On reproche à Nietzsche de réduire la réalité en partant du contexte. On lui reproche de ne pas transcender le contexte. Il répondrait certainement : la justice est contextuelle, transcendez le contexte et vous avez l'illusion de la justice, « la justice pure. » On peut lui reprocher aussi d'ignorer l'individu au profit de la société. C'est une illusion parce que chez Nietzsche la société est un instrument du dressage de l'individu qui après son éducation, doit se passer.

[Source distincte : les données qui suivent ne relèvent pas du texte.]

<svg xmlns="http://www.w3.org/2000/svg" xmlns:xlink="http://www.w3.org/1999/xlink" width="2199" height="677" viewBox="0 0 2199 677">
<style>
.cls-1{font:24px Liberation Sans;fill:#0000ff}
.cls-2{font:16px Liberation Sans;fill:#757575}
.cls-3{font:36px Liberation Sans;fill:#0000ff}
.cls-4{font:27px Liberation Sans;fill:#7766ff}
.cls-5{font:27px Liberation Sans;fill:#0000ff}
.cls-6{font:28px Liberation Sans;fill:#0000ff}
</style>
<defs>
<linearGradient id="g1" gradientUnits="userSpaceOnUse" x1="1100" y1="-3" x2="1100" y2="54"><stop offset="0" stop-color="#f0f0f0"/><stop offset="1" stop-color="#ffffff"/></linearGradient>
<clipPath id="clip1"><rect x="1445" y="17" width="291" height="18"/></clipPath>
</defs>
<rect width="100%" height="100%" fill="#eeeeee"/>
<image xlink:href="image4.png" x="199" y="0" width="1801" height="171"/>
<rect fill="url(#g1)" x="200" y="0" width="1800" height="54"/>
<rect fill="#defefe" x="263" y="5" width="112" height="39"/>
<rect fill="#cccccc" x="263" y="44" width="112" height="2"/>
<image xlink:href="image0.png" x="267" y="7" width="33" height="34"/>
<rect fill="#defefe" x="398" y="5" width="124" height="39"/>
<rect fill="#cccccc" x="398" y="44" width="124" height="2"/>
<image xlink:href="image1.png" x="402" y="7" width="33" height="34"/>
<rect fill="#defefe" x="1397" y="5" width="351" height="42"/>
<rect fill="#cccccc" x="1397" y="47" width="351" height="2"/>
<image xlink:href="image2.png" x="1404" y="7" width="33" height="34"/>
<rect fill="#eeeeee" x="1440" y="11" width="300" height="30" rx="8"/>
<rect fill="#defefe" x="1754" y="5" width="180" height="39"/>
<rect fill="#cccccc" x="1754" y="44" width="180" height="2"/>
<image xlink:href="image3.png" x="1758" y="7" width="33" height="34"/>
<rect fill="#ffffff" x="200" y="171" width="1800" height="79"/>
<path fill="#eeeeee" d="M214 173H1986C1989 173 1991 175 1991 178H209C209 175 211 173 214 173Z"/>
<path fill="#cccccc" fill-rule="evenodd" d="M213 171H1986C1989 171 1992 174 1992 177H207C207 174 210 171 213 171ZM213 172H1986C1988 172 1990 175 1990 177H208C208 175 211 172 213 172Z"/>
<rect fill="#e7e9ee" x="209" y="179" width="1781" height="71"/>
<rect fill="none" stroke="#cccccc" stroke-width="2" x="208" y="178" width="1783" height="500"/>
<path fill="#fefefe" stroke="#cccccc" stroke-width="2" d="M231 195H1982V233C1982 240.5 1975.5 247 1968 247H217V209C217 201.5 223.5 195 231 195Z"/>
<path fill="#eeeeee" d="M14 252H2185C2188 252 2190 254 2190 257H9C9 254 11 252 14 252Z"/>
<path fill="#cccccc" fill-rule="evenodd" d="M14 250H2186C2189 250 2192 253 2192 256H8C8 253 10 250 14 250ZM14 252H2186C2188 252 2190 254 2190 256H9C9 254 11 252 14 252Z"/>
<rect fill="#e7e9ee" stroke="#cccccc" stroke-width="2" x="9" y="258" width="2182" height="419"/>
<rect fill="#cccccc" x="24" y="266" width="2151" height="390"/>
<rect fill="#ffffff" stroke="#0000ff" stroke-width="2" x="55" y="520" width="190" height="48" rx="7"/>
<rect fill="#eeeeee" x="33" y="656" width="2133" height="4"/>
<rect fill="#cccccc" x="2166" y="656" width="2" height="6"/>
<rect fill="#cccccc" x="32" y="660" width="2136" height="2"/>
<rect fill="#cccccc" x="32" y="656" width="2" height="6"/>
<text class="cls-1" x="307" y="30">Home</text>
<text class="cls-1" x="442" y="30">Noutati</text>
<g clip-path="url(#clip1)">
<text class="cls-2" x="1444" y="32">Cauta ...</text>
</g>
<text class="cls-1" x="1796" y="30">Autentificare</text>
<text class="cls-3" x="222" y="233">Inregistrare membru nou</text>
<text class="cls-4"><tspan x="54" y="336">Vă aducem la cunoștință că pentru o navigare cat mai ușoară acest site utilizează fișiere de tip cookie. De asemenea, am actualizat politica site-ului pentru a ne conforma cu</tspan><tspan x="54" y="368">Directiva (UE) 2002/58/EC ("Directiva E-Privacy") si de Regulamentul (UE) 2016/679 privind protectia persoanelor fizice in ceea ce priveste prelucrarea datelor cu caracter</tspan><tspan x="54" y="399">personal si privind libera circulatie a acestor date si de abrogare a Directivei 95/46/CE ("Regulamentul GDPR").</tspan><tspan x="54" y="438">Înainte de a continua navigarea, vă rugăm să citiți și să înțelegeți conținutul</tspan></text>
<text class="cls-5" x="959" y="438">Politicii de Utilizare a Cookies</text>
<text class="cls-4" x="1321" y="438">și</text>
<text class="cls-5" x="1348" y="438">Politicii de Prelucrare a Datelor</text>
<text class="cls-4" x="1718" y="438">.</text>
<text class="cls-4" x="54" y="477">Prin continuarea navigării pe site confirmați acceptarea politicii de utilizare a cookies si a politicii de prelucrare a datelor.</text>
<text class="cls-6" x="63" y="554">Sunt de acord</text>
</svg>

Ce que nous tirons de cette investigation ce sont donc deux choses : d'abord, il y a les notions de distance, distinction et de différence. Elles manquent gravement à notre société moderne égalitariste. Pour éviter que les conditions de créations soient voilées, il veut faire assumer au vouloir créateur les conséquences de son oui en douleurs et en souffrances104(*). Car l'acceptation de la différence dans la société est la condition de la croissance et de la vie sociale. Ensuite, la généalogie qui doit nous permettre de concevoir la justice comme une création de l'homme essentiellement au service de l'homme. Cela lui évite de croire qu'il y a un canon qui existe déjà qu'il ne faut pas dépasser. On a l'impression que l'essentiel de nos réflexions a consisté à démontrer quelque chose qui existe déjà. Ou plutôt changer la position des meubles dans une maison sans jamais créer du neuf : détruire la charpente, déplacer la maison, etc. Qu'en est-il de ce que nous pouvons considérer comme la limite de la pensée de Nietzsche sur la justice.

* 102 F. NIETZSCHE, Op. cit., I, §14, p. 71.

* 103 Ibid., I, §2, p. 29.

* 104 P. VALADIER, Op. cit., p. 171.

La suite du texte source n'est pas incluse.